618 F2d 319 Sperry Rand Corporation v. Radio Corporation of America
618 F.2d 319
SPERRY RAND CORPORATION and Liberty Mutual Insurance
RADIO CORPORATION OF AMERICA, Texas Instruments, Inc. and
Electro-Switch Corporation, Defendants-Appellees.
United States Court of Appeals,
June 2, 1980.
Lawrence J. Ernst, William J. Sommers, Jr., New Orleans, La., for plaintiffs-appellants.
Montgomery, Barnett, Brown & Read, A. Gordon Grant, Jr., Stanley McDermott, III, New Orleans, La., for Radio Corp. of America.
Johnston & Duplass, Robert M. Johnston, New Orleans, La., for Texas Instruments, Inc.
Hammett, Leake, Hammett, Hulse & Nelson, Eldon T. Harvey, III, Joseph G. Gallagher, Jr., New Orleans, La., for Electro-Switch Corp.
Appeal from the United States District Court for the Eastern District of Louisiana.

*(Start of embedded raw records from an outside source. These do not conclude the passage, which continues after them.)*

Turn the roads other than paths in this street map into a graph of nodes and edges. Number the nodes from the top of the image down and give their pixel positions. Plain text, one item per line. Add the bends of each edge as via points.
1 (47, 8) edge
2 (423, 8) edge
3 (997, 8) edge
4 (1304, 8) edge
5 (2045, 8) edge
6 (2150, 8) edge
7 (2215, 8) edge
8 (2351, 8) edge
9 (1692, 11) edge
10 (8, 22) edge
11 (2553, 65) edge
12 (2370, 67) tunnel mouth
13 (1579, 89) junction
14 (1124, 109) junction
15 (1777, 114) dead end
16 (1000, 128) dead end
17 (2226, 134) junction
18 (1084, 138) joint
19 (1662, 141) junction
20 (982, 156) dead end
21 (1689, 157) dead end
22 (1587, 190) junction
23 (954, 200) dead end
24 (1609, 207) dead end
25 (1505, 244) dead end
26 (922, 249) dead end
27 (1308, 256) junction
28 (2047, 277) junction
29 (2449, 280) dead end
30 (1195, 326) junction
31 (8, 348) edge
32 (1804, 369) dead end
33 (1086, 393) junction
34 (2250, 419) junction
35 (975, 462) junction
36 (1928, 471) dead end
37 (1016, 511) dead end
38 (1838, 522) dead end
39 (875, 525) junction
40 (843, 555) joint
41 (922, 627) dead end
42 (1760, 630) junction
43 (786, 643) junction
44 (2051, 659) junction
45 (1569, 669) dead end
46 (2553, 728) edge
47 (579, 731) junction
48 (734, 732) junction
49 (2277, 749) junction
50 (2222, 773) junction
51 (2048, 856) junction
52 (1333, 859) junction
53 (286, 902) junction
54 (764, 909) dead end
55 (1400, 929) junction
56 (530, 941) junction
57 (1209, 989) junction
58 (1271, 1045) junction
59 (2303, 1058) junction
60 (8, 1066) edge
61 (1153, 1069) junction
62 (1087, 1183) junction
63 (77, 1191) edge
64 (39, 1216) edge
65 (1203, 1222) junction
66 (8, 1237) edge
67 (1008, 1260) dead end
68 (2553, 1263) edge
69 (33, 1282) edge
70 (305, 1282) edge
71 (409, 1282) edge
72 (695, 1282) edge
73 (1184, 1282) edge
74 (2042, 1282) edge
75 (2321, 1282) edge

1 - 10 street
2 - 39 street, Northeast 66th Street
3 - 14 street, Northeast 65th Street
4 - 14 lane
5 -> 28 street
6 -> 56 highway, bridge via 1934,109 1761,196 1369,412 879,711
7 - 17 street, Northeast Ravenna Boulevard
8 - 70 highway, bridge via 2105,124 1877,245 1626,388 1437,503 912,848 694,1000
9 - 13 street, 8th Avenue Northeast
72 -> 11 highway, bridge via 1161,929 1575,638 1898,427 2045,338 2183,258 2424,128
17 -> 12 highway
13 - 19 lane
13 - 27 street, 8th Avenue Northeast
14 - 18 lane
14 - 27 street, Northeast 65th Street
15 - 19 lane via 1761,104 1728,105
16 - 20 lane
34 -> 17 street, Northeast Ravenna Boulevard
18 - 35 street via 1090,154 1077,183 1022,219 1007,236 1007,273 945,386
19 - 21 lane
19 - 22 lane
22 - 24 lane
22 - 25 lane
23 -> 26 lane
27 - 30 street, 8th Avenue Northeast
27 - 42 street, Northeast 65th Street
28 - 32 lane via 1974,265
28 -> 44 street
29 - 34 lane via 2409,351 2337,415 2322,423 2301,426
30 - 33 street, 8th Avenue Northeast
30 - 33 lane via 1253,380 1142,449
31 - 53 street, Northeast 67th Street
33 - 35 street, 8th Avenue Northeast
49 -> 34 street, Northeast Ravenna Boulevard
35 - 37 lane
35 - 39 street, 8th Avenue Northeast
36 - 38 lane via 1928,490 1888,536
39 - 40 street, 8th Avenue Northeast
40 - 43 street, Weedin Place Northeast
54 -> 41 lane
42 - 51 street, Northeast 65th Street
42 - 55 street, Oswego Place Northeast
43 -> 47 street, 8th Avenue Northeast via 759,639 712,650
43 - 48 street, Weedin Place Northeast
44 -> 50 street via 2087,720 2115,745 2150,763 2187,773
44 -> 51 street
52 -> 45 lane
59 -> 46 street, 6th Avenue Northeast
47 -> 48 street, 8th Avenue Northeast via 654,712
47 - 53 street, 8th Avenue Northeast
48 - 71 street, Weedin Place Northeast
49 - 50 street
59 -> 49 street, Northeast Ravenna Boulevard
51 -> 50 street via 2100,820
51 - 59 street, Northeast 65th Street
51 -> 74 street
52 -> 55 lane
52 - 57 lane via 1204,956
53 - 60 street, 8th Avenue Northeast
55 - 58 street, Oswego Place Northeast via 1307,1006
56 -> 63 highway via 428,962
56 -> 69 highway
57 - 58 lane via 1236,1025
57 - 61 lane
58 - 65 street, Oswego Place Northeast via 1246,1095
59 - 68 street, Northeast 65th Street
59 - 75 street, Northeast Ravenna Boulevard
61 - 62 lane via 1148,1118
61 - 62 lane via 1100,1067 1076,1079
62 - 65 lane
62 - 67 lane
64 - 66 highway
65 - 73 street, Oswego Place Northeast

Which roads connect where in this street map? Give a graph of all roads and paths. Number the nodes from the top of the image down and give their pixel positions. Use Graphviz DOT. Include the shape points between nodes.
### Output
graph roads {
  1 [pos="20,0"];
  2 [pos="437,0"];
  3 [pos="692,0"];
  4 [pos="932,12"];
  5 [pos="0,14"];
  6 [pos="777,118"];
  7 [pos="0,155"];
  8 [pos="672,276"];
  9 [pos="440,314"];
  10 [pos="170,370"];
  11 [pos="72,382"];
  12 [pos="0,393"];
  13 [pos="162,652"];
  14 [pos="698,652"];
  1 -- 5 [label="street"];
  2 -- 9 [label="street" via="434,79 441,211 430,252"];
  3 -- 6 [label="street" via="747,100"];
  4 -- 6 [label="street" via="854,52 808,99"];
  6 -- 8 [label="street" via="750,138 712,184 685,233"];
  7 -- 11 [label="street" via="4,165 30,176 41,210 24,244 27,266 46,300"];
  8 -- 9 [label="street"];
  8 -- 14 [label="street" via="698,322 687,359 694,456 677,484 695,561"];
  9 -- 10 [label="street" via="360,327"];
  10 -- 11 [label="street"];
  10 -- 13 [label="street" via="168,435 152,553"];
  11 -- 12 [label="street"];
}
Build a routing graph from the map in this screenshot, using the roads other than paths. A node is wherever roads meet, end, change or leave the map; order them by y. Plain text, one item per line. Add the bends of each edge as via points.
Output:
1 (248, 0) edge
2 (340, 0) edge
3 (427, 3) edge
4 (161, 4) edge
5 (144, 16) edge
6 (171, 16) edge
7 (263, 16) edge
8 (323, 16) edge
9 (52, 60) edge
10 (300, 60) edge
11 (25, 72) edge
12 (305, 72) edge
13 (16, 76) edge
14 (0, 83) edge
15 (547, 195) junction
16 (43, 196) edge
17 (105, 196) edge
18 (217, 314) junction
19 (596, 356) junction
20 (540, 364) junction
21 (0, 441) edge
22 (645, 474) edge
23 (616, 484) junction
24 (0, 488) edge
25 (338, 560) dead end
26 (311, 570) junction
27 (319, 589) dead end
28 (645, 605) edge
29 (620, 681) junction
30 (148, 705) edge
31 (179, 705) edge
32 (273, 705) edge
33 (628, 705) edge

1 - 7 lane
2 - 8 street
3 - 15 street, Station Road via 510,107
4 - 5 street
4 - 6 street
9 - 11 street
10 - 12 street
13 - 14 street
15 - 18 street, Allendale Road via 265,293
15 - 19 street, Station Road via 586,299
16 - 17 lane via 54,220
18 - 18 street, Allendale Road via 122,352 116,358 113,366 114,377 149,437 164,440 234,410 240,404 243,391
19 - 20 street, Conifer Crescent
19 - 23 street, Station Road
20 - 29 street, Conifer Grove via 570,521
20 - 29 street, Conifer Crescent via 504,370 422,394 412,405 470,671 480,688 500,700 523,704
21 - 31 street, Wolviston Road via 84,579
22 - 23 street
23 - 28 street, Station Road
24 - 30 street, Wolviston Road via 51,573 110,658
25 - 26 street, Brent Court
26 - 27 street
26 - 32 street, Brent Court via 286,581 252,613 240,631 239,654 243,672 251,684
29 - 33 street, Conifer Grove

Before GODBOLD, GARZA and RANDALL, Circuit Judges.
GARZA, Circuit Judge:
On November 15, 1974, the M/V RENE J. CHERAMIE (vessel) was grounded and involved in a collision in the Houston Ship Channel. The grounding and collision were allegedly caused by a defect in the gyro-pilot steering system installed aboard the vessel. The vessel owners filed suit against the system's manufacturer, Sperry Rand Corporation (Sperry) and its insurer, Liberty Mutual Insurance Co. (Liberty). As the case developed for trial, Sperry determined the failure was caused by defects in various component parts1 manufactured by Radio Corporation of America (R.C.A.), Texas Instruments, Inc. (T.I.) and Electro-Switch Corporation (appellees-defendants). On the eve of trial, Sperry and Liberty settled the case with the owners, and the owners assigned and subrogated all of their rights to Sperry and Liberty.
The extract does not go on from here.